(EXERCISE PROMPT)
Read the listing below and copy out each line where the word "Foxglove" occurs.
########################################
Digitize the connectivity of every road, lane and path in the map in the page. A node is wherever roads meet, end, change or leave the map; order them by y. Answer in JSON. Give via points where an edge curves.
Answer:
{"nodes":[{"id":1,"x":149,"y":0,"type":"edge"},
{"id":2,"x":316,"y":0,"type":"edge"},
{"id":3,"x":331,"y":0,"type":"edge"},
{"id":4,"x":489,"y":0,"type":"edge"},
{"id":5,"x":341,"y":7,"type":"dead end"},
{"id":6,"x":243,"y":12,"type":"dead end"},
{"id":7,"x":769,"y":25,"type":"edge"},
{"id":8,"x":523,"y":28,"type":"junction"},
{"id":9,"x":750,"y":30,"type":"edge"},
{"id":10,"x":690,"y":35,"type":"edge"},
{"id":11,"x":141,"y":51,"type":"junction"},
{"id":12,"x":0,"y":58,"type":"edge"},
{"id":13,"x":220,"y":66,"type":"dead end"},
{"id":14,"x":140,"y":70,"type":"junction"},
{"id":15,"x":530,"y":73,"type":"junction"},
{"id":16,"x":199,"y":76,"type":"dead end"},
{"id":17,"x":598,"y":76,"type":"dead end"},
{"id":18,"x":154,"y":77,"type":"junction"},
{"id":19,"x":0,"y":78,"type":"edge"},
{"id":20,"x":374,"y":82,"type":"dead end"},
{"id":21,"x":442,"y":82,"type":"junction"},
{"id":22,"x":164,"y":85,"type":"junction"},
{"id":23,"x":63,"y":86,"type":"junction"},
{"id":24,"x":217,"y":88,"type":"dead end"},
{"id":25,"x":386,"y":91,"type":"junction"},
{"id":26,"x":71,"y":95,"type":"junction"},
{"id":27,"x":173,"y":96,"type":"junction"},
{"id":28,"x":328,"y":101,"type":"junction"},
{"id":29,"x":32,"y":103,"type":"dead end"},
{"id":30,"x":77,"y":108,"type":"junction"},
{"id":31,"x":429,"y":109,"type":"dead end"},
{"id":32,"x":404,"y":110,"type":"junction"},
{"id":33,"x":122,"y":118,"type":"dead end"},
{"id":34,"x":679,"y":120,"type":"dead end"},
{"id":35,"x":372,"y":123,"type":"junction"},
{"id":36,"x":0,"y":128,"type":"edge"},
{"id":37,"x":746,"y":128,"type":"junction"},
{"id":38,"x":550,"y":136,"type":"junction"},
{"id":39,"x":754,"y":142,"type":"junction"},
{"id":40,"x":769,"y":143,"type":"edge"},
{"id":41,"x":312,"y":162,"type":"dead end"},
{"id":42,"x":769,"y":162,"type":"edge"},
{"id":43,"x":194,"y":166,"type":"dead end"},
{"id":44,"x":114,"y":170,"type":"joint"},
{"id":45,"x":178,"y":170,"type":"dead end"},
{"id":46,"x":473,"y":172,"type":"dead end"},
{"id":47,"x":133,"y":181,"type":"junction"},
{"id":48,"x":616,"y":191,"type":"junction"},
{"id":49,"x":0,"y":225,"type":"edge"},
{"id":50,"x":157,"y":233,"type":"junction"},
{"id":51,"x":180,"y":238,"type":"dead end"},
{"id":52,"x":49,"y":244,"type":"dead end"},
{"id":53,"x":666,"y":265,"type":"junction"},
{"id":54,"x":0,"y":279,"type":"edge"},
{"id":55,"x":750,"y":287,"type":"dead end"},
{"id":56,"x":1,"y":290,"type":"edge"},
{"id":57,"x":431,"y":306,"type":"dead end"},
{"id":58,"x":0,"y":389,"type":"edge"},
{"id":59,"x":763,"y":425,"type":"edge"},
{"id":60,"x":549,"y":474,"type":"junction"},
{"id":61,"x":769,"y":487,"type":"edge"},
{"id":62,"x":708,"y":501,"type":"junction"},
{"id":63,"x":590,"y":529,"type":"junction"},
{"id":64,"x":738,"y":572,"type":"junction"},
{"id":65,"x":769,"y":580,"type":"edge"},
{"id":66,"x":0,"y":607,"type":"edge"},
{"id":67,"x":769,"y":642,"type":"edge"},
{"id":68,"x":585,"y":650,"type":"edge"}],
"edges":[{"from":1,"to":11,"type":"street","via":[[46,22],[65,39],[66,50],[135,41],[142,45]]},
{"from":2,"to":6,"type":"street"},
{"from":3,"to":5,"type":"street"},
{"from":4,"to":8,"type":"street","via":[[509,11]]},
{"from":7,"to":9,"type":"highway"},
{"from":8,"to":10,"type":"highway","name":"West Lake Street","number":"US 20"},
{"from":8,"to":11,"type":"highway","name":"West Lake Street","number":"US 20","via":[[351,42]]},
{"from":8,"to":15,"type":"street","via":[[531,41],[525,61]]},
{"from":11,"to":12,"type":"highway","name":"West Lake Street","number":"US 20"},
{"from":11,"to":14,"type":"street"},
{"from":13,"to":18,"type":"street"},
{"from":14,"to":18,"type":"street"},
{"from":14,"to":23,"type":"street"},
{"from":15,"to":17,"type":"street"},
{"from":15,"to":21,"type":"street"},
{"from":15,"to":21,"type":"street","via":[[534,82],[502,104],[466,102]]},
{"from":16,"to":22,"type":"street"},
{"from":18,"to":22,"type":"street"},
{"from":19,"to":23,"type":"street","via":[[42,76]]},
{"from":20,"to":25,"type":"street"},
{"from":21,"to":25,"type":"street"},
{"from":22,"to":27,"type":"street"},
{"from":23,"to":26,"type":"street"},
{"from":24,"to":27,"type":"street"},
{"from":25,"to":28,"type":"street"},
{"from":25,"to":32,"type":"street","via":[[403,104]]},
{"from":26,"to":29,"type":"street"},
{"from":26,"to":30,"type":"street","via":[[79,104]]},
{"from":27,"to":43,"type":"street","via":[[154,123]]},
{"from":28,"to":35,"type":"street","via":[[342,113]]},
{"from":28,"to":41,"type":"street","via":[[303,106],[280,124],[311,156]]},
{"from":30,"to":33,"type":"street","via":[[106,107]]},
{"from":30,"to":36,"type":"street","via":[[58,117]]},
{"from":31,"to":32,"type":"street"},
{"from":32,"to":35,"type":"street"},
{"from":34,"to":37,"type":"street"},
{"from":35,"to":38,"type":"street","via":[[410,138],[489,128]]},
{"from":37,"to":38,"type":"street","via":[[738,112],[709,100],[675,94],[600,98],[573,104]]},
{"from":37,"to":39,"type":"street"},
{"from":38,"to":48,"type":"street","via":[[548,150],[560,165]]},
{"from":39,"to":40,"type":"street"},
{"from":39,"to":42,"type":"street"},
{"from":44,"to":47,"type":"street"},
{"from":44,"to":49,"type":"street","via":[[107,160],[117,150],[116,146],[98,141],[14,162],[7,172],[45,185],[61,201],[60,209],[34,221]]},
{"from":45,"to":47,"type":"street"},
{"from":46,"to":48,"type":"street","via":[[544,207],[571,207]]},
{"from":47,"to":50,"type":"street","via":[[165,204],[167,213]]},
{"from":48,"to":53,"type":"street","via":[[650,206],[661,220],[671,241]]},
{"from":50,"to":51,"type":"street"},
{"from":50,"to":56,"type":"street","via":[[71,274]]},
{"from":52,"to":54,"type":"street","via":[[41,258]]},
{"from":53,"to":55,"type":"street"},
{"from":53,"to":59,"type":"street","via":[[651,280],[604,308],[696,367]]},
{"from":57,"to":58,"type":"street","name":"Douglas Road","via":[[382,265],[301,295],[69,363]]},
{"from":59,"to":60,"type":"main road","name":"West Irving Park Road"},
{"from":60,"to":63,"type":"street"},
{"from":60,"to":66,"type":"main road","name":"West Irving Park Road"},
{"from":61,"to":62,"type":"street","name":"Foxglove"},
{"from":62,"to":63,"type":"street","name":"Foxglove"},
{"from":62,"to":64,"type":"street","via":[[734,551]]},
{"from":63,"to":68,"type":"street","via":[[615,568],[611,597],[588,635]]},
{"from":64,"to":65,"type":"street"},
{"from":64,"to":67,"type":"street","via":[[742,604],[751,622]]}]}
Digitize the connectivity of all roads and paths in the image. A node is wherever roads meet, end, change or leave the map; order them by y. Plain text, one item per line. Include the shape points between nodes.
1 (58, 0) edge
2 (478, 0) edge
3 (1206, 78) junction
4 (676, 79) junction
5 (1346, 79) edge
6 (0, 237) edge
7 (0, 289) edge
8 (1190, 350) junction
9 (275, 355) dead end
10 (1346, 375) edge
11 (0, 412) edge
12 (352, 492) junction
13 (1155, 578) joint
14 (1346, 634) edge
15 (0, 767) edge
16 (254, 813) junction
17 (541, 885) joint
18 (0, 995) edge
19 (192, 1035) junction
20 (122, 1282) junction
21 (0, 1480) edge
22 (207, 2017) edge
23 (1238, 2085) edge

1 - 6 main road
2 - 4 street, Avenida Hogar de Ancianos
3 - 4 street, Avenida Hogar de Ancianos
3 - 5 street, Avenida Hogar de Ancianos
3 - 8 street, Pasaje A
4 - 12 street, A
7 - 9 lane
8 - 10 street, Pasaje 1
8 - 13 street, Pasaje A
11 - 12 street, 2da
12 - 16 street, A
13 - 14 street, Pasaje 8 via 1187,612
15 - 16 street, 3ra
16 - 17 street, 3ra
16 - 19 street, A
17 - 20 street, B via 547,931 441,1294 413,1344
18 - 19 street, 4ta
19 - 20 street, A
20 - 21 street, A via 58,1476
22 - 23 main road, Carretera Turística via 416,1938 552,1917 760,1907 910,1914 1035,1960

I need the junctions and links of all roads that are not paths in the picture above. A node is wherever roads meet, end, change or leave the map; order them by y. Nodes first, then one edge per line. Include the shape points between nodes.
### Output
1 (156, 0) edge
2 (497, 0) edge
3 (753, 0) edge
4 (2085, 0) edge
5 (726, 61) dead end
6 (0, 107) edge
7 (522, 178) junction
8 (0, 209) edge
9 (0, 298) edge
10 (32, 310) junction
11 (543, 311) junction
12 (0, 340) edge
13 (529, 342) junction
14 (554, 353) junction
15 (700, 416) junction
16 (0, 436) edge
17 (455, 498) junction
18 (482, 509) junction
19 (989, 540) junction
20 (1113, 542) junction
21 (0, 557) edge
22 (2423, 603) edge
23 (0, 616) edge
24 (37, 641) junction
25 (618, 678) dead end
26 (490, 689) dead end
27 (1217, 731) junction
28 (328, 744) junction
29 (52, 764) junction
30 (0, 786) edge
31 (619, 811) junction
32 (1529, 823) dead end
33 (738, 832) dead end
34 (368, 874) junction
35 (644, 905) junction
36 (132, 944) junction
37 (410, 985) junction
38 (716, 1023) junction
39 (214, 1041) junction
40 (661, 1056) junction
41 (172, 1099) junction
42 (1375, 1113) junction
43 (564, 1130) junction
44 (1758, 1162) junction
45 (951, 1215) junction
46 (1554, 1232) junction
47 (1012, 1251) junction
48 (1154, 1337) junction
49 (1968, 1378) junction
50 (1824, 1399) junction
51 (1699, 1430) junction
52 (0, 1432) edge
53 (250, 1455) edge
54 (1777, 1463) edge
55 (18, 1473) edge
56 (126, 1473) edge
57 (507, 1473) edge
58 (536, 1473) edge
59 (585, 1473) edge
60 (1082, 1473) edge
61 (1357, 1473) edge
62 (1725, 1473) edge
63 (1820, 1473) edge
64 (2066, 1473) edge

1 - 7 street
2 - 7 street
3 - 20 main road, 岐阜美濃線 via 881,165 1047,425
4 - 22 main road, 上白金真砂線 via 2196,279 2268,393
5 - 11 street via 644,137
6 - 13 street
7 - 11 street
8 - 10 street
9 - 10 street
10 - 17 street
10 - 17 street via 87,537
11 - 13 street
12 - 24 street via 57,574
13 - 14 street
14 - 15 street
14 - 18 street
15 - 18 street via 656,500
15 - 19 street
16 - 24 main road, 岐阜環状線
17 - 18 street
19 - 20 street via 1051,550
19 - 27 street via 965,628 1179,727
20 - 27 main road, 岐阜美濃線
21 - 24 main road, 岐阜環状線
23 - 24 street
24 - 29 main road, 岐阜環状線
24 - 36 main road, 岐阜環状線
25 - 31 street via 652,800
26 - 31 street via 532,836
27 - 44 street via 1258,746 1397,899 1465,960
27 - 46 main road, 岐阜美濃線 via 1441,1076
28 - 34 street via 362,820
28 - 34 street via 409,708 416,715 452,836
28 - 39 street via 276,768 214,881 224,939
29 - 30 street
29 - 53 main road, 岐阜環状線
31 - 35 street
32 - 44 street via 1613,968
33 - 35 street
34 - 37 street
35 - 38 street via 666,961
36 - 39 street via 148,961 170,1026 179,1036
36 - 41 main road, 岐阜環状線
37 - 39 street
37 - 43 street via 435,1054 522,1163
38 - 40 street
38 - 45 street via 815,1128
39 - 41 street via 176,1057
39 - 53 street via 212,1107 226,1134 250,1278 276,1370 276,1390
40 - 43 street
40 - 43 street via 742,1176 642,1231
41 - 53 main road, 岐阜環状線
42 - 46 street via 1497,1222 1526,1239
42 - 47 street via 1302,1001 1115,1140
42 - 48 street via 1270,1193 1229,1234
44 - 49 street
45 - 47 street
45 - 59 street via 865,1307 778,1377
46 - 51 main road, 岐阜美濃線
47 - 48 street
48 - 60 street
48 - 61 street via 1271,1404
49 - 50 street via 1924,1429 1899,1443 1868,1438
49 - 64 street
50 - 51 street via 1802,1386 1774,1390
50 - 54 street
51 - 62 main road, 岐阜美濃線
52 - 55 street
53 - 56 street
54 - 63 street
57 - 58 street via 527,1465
########################################
(COMPLETED EXERCISE)
{"from":61,"to":62,"type":"street","name":"Foxglove"},
{"from":62,"to":63,"type":"street","name":"Foxglove"},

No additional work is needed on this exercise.